Day 1 – Lake Hauroko – Halfway Hut

We were picked up at 8 in the morning at the Manapouri long-term carpark. A “Trips and Tramps” van took us to Cliffden Corner, where we transfered into Lake Hauroko Tours' truck. We picked up their boat and drove to Lake Hauroko. Captain Val and his assistant Joyce quickly launched the boat and soon we set off across Lake Hauroko to its westernmost point, one of the Dusky's trailheads. 

The boat journey across New Zealand's deepest lake was spectacular. Fiordland's steep mountains drop straight into the freezing cold black waters of the lake. The dense forests surrounding the lake climb almost vertically into the low clouds, adding a mystical touch to the journey. Towards the end of the boat trip the clouds suddenly cleared and made way for sun and blue skies, allowing for amazing views of Fiordland's mountain ranges. The boat landed, we grabbed our incredibly heavy backpacks and jumped on shore. As we got off, four rough looking guys boarded the boat, heading back to civilization. Obviously in bad need of a shower.

Also on the boat were a young Czech guy, Daniel and a German lady, Bettina, and her guide Tosh. They all quickly started walking while we had a coffee. We realized there was no going back now.

Goodbye civilization - on our way to the trailhead, Lake Hauroko.




















The Dusky Track is a 6 to 10 day tramping track in the remote Southwest of Fiordland, New Zealand's biggest and oldest National Park. Unlike the Milford Track and the Keppler Track, the Dusky Track is not a “Great Walk”. Great Walks are very popular hiking trails in New Zealand, with high quality gravel tracks, boardwalks across muddy areas and stairs up and down steep sections. The Dusky is no such track. The track is completely unformed, which adds a lot to the natural feeling of the tracks but also means you have to go straight through rivers and mud pools and make your way up and down steep areas by grabbing roots, scrambling up boulders and hugging trees. Huts on Great Walks can sleep up to 50 people and in the peak seasons they are often fully booked. To walk the Milford Track, Fiordland's most popular Great Walk, you will need to book the huts up to a year in advance. The length of the Dusky, and the roughness of the track, make it a lot less popular than the Milford and Keppler. The huts on the Dusky only sleep 12, and they hardly ever get full, which means you don't need to book them. These so-called backcountry huts are very basic, they have bunks and mattresses and often a fireplace. Drinking water is provided by a rainwater tank, which gets filled by rainwater running off the hut's roof. You will need to bring your own cooking gear and fuel, also a sleeping bag and enough food to last you the length of the trip. You will also need to bring clothing suitable for absolutely any type of weather, and dry clothes to wear in the hut, as you are guaranteed to get wet during the day. All this results in a very heavy backpack.

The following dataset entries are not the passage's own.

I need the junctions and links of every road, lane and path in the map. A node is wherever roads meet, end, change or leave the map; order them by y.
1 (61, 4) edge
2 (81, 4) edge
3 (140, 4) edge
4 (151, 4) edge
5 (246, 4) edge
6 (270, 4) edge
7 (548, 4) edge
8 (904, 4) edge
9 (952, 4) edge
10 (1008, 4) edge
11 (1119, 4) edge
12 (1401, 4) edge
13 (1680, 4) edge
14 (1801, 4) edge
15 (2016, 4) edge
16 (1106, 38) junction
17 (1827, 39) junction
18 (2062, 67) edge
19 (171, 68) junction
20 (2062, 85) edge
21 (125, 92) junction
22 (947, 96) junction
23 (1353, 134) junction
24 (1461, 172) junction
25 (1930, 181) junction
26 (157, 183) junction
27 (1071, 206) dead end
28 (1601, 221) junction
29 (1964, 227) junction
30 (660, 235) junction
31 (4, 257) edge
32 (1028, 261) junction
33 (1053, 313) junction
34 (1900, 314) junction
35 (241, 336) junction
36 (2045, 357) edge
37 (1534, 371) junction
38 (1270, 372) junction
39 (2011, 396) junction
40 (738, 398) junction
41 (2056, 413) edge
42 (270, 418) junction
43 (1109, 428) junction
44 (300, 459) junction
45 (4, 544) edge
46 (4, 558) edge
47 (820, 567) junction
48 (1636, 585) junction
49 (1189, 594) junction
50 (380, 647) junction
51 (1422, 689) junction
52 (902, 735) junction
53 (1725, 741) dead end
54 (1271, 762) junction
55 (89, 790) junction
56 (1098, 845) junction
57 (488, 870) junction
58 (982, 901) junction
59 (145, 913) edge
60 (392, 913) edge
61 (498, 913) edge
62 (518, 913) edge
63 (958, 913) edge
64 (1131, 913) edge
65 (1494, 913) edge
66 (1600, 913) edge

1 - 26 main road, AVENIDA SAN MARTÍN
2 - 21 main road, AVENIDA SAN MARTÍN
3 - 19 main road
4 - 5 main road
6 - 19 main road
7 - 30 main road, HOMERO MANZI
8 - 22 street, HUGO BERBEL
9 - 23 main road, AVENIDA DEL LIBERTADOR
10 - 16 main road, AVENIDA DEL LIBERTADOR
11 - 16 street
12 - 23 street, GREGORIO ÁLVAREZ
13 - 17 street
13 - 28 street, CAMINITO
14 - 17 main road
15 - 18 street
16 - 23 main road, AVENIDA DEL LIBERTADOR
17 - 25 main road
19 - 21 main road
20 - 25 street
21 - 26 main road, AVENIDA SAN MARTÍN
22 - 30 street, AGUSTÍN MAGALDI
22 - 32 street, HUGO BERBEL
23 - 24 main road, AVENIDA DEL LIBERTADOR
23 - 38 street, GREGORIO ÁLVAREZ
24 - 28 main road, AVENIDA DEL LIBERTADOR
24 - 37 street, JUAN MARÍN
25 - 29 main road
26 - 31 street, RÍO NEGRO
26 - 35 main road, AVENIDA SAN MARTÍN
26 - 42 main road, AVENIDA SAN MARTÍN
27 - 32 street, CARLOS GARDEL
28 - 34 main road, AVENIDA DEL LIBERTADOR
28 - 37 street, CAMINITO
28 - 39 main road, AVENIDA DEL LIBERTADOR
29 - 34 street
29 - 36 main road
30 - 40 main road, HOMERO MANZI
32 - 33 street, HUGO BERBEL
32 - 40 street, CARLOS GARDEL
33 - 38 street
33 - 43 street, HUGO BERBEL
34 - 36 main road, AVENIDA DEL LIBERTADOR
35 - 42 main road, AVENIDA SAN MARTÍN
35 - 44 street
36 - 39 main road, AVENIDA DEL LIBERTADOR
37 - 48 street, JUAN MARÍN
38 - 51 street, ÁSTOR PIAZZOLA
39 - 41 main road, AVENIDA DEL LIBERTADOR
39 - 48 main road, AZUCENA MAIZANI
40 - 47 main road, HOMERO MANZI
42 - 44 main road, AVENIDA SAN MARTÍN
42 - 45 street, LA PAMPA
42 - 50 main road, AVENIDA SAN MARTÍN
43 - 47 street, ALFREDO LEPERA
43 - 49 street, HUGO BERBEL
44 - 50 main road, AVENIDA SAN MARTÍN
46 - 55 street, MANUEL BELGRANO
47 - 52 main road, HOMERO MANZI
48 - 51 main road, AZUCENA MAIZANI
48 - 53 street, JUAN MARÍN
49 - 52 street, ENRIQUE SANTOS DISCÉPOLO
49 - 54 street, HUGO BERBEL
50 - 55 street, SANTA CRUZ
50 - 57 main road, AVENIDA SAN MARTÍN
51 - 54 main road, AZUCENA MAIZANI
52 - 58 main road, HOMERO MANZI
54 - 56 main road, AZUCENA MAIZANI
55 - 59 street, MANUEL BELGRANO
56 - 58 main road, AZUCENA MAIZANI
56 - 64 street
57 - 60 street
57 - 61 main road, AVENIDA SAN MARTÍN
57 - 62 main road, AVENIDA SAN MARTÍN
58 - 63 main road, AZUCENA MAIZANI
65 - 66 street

We finished our coffee and set off on the first section, to Halfway Hut. The clouds had cleared completely and the weather had become incredibly muggy. The mid summer sun shining down on the wet rainforest quickly makes the air very humid. This section is supposed to be relatively flat, but we soon learned there is no such thing as a flat track on the Dusky. Even though you don't gain or lose any elevation you're still scrambling up and down short steep sections, often pulling up on tree roots. Going down these steep parts is harder than going up and you'll often have to go backwards off these near vertical parts as if descending a ladder. We soon realized the difficulty of the Dusky lies not in the length of the sections you have to walk, but in the roughness of the track and the extremely heavy packs. After about 5 hours we were happy to see a sign that said it was another 10 minutes to the hut. We arrived at the hut 20 minutes later.

Halfway Hut.

Day 2 – Halfway Hut – Lake Roe Hut

Our sleeping bags are rated for winter use, which means they are comfortable in subzero temperatures. This is nice when ski touring, but not so nice in an incredibly hot and humid hut in the middle of summer. I woke up several times sweating, sticking to the plastic mattresses. 
Morning eventually came, we had a coffee and a bowl of porridge with chocolate and nuts and set off for the next section. Today was going to be another relatively easy day with a gentle climb of about 500 metres evenly spread over 5 hours. It had rained a little bit the night before which cooled the air down and the sun wasn't as strong as the day before. Combined with the increase in altitude it made for comfortable walking weather. Liset's stomach was acting a little funny, so we took it easy today. The upset stomach was probably caused by a mix of hard physical exercise, hot and humid weather and very calory-dense food. We made it to Lake Roe hut. Situated at 850 metres above sea level you get nice views of the surrounding valleys and it's also considerably cooler than at sea level. Its location above the treeline also means there are no sandflies, which is an incredible relief.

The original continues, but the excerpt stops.